There were only two obituaries in the New York Times on Tuesday, August 12. One was of Robin Williams, starting on the front page and continuing inside at great length. The other was of a friend and occasional contributor to Commonweal, Dotty Lynch.
The Times obituary quoted something that Dotty wrote for American Catholics and Civic Engagement, one of the two volumes edited by Margaret O’Brien Steinfels that emerged from Commonweal’s American Catholics in the Public Square Project.
“I thought growing up an Irish Catholic Democrat in Brooklyn in the 1950s was about the best thing anyone could be,” Dotty wrote, “and I treasured each one of those labels.” If I weren’t 150 miles from our copies of that book I’d quote more.
Dotty was an incurable political junkie. She started work at NBC News in 1968. For two decades after 1985 she was the political editor and polling analyst at CBS News. In between she had been a leading pollster for several Democratic presidential candidates, a pioneer among female political pollsters and one of the first analysts to spot the importance of the gender gap.
Dotty popped up now and then on CBS or the PBS Newshour, but she was the quintessential behind-the-scenes force, feeding crucial information to the on-camera correspondents for their election night coverage, their interviews with candidates, or their questions in presidential debates. And she was dedicated to mentoring others, most recently as a professor at American University in Washington.

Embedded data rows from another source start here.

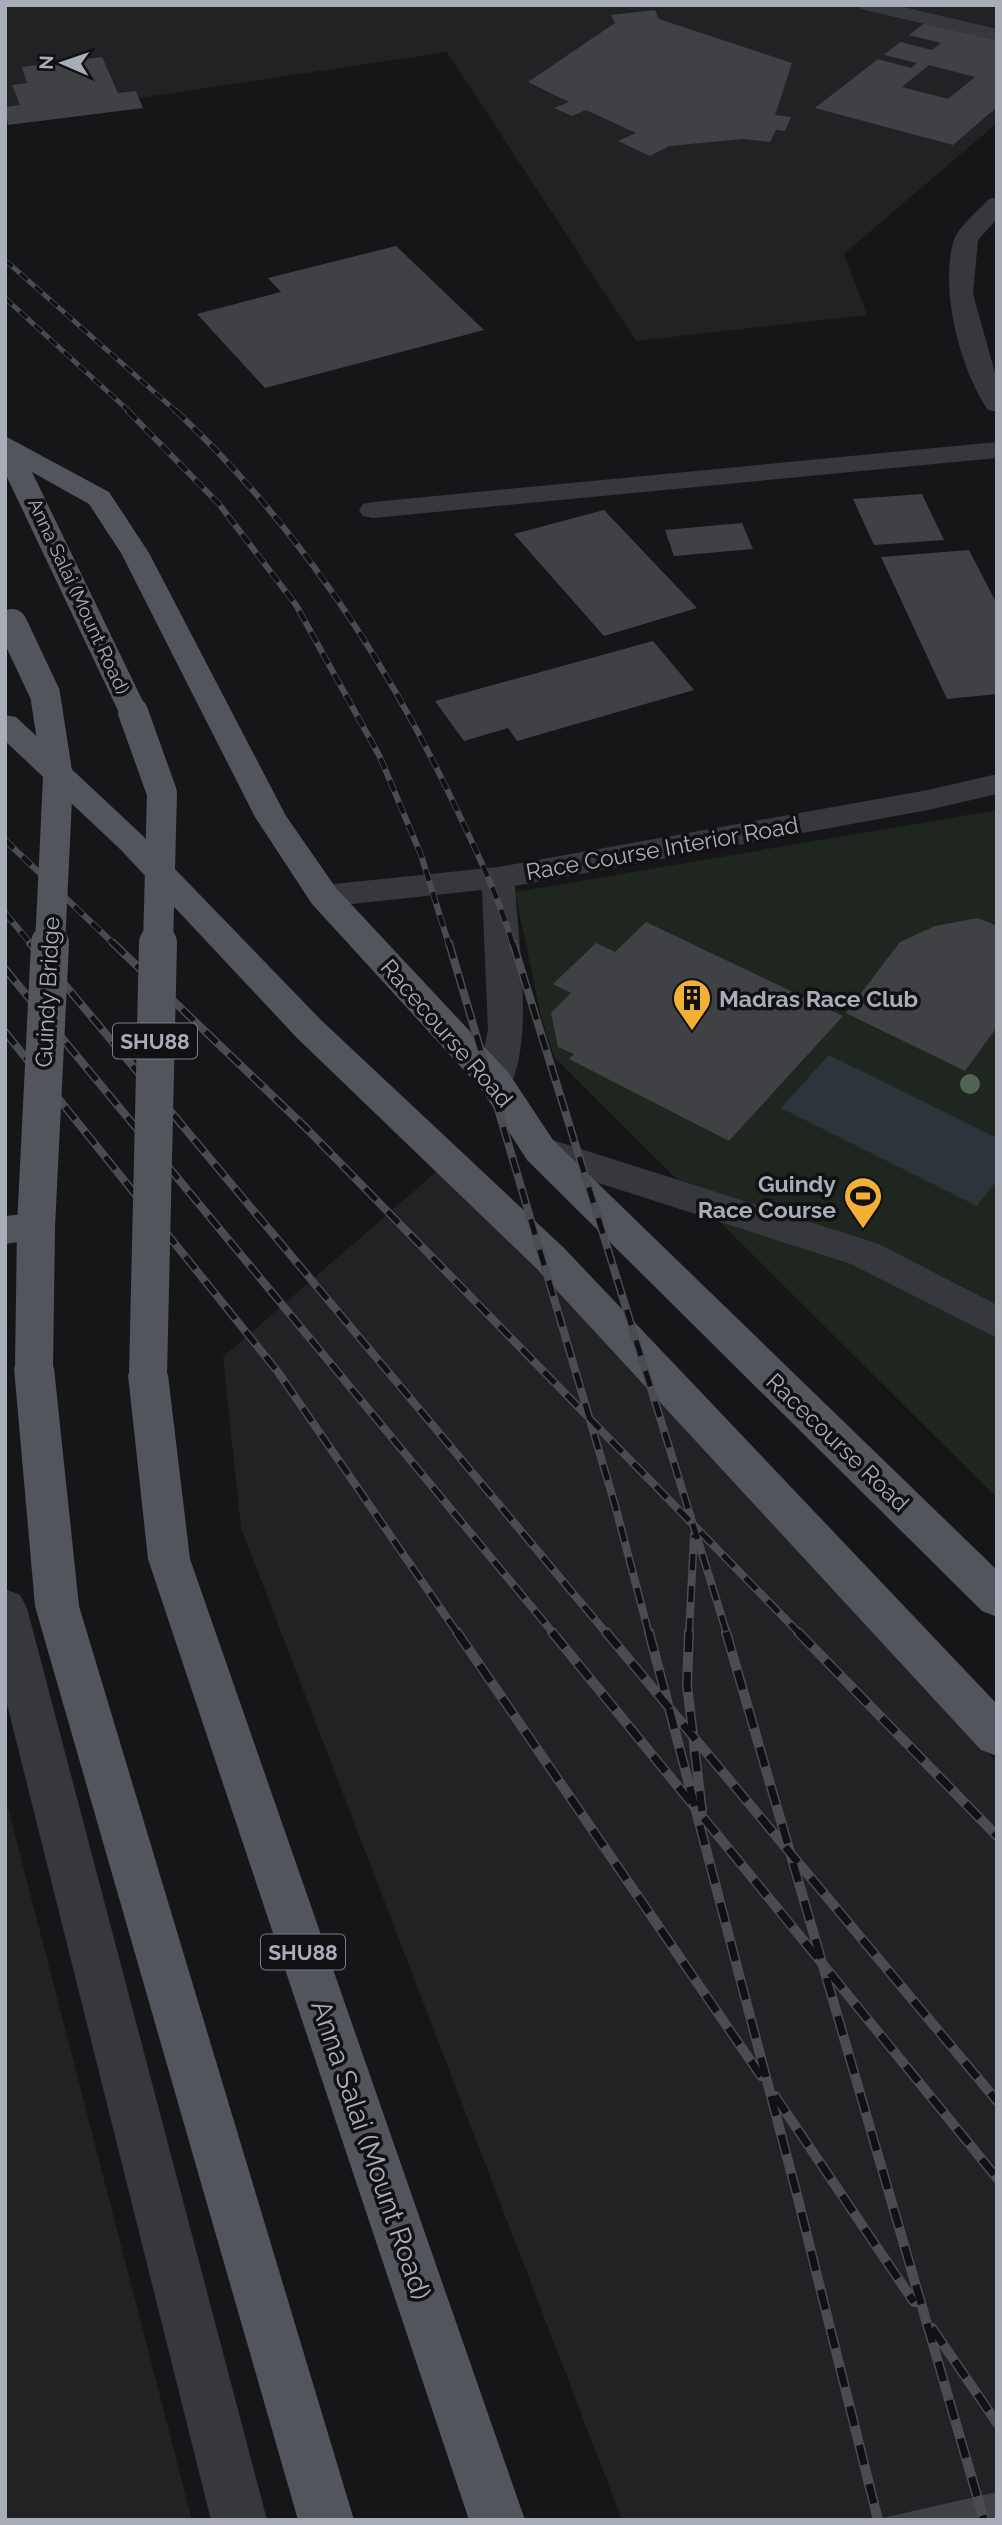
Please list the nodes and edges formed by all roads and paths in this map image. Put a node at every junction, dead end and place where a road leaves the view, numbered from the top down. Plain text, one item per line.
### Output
1 (868, 5) edge
2 (997, 35) edge
3 (997, 204) edge
4 (988, 372) edge
5 (997, 404) edge
6 (6, 445) edge
7 (997, 450) edge
8 (373, 510) dead end
9 (9, 617) edge
10 (5, 724) edge
11 (997, 784) edge
12 (498, 878) junction
13 (324, 896) junction
14 (495, 1081) junction
15 (540, 1150) junction
16 (21, 1229) edge
17 (997, 1323) edge
18 (997, 1598) edge
19 (5, 1608) edge
20 (997, 1736) edge
21 (239, 2520) edge
22 (326, 2520) edge
23 (497, 2520) edge

1 - 2 street
3 - 4 street
4 - 5 street
6 - 13 main road, Racecourse Road
6 - 23 main road, Anna Salai (Mount Road) / SHU88, bridge
7 - 8 street
9 - 16 main road, Guindy Bridge, bridge
10 - 20 main road
11 - 12 street, Race Course Interior Road
12 - 13 street, Race Course Interior Road
12 - 14 street
13 - 14 main road, Racecourse Road
14 - 15 main road, Racecourse Road
15 - 17 street
15 - 18 main road, Racecourse Road
16 - 22 main road, Guindy Bridge, bridge
19 - 21 street

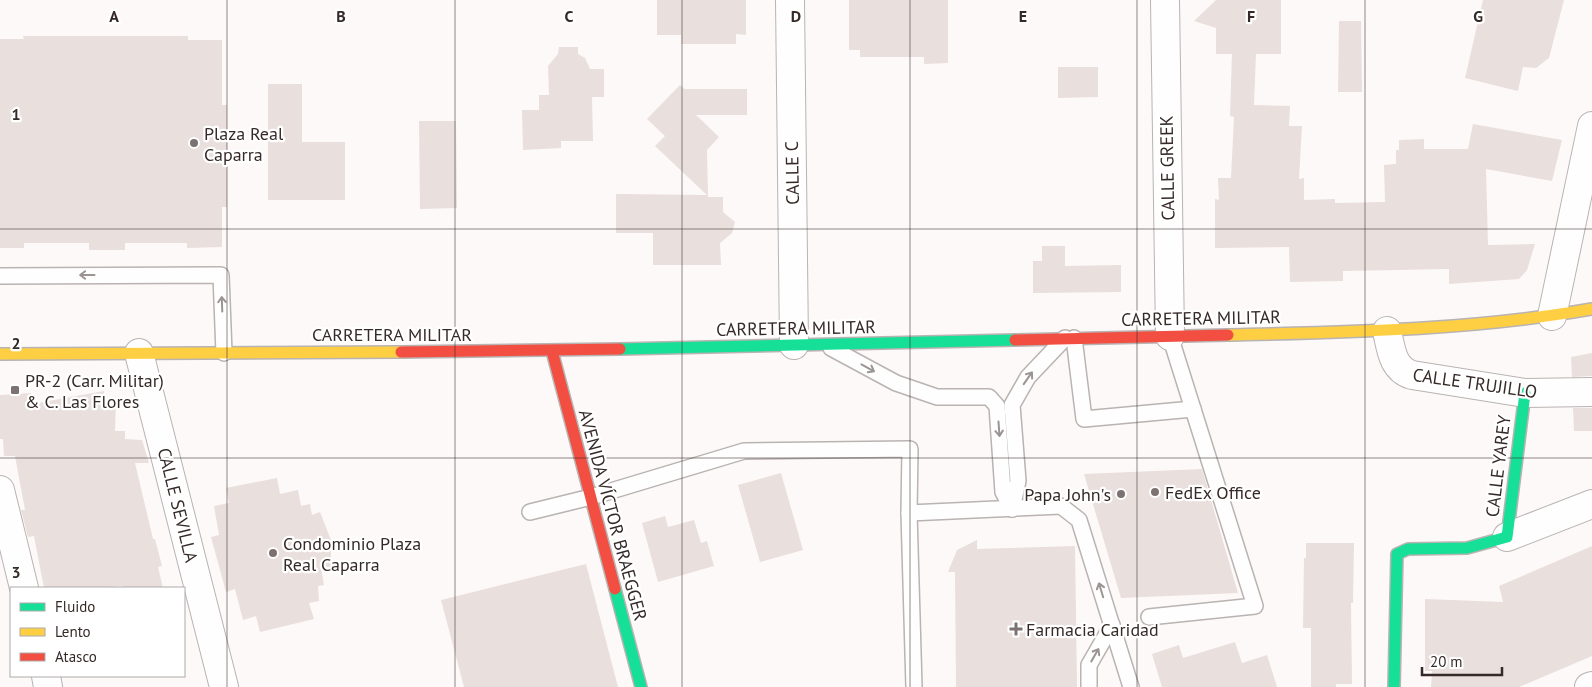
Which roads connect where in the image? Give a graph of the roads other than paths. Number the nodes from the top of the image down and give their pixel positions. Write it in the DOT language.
graph roads {
  1 [pos="790,0"];
  2 [pos="1165,0"];
  3 [pos="1592,126"];
  4 [pos="0,276"];
  5 [pos="1592,309"];
  6 [pos="1552,316"];
  7 [pos="1386,331"];
  8 [pos="1170,336"];
  9 [pos="1069,338"];
  10 [pos="826,344"];
  11 [pos="794,345"];
  12 [pos="552,351"];
  13 [pos="224,352"];
  14 [pos="139,353"];
  15 [pos="0,354"];
  16 [pos="1592,392"];
  17 [pos="1525,393"];
  18 [pos="1193,409"];
  19 [pos="0,490"];
  20 [pos="591,497"];
  21 [pos="1592,504"];
  22 [pos="1012,509"];
  23 [pos="530,512"];
  24 [pos="909,513"];
  25 [pos="1507,537"];
  26 [pos="24,587"];
  27 [pos="1149,617"];
  28 [pos="1112,625"];
  29 [pos="224,687"];
  30 [pos="641,687"];
  31 [pos="914,687"];
  32 [pos="1089,687"];
  33 [pos="1131,687"];
  34 [pos="1394,687"];
  1 -- 11 [label="street, CALLE C"];
  2 -- 8 [label="street, CALLE GREEK"];
  3 -- 6 [label="street"];
  13 -- 4 [label="lane, one-way"];
  5 -- 6 [label="main road, CARRETERA MILITAR"];
  6 -- 7 [label="main road, CARRETERA MILITAR"];
  7 -- 8 [label="main road, CARRETERA MILITAR"];
  7 -- 17 [label="street, CALLE TRUJILLO"];
  8 -- 9 [label="main road, CARRETERA MILITAR"];
  8 -- 18 [label="lane"];
  9 -- 10 [label="main road, CARRETERA MILITAR"];
  9 -- 18 [label="lane"];
  22 -- 9 [label="lane, one-way"];
  10 -- 11 [label="main road, CARRETERA MILITAR"];
  10 -- 22 [label="lane, one-way"];
  11 -- 12 [label="main road, CARRETERA MILITAR"];
  12 -- 13 [label="main road, CARRETERA MILITAR"];
  12 -- 20 [label="main road, AVENIDA VÍCTOR BRAEGGER"];
  13 -- 14 [label="main road, CARRETERA MILITAR"];
  14 -- 15 [label="main road, CARRETERA MILITAR"];
  14 -- 29 [label="street, CALLE SEVILLA"];
  16 -- 17 [label="street, CALLE TRUJILLO"];
  17 -- 25 [label="main road, CALLE YAREY"];
  18 -- 27 [label="lane"];
  19 -- 26 [label="street"];
  20 -- 23 [label="lane"];
  20 -- 24 [label="lane"];
  20 -- 30 [label="main road, AVENIDA VÍCTOR BRAEGGER"];
  21 -- 25 [label="street"];
  22 -- 24 [label="lane"];
  28 -- 22 [label="lane, one-way"];
  24 -- 31 [label="lane"];
  25 -- 34 [label="main road, CALLE YAREY"];
  32 -- 28 [label="lane, one-way"];
  28 -- 33 [label="lane"];
}
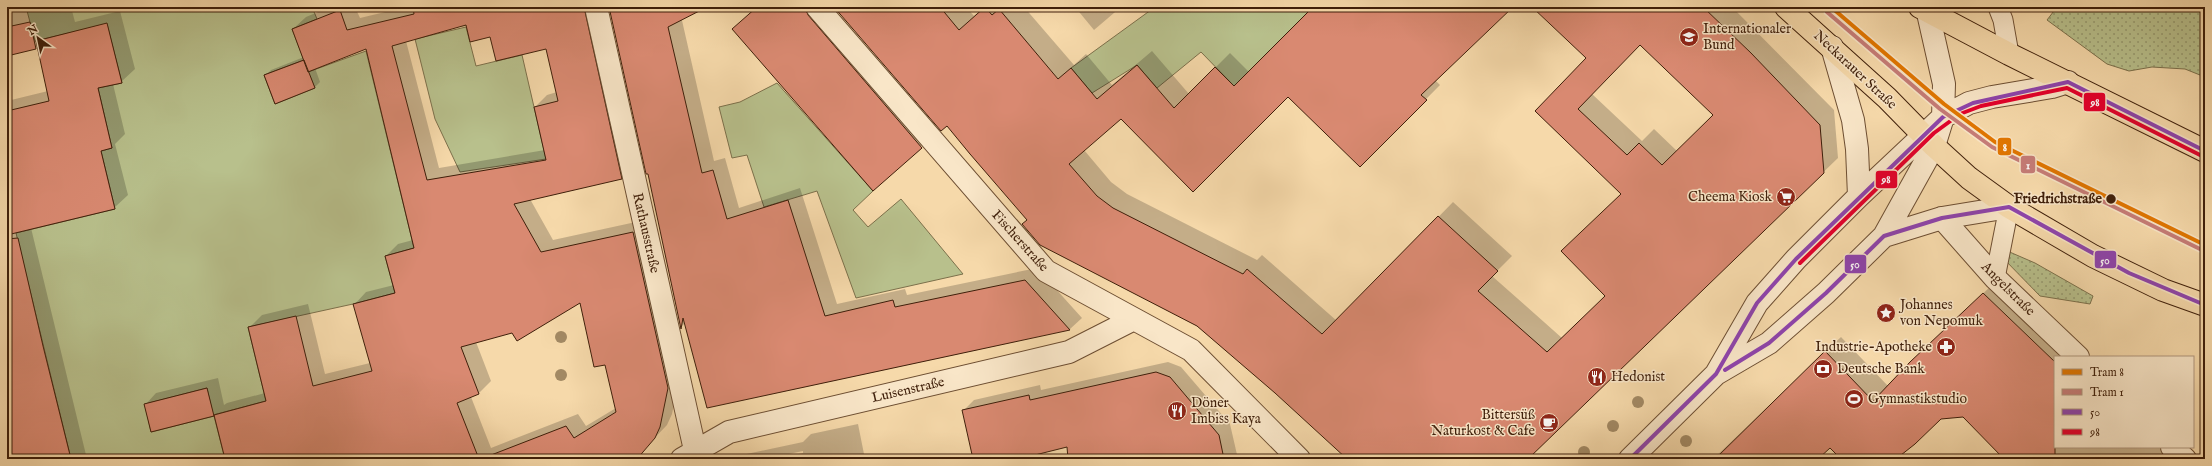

Of course, it all began earlier. As a high-school student, she caught the fervor of John F. Kennedy’s 1960 campaign. With a close friend, the daughter of Hugh Carey, then running for what would lead to seven terms in Congress and the governorship of New York, Dotty made her political debut. Wearing red, white, and blue and belting out campaign songs, she sat in an open Cadillac criss-crossing Carey’s Brooklyn district. When I last saw her a few years ago, it was easy to imagine her still doing the same. By that time she undoubtedly knew all there was to know about the down and dirty and disillusioning sides of politics. But she seemed as convinced as ever that it was a high calling essential to the common good.
Her emails last spring expressed enthusiasm for Pope Francis. Ever the pollster, she griped about a Pew poll focusing on whether Francis’s popularity was boosting church attendance. She believed that it should have tried to measure whether the pope had boosted poverty on the church’s agenda. R.I.P.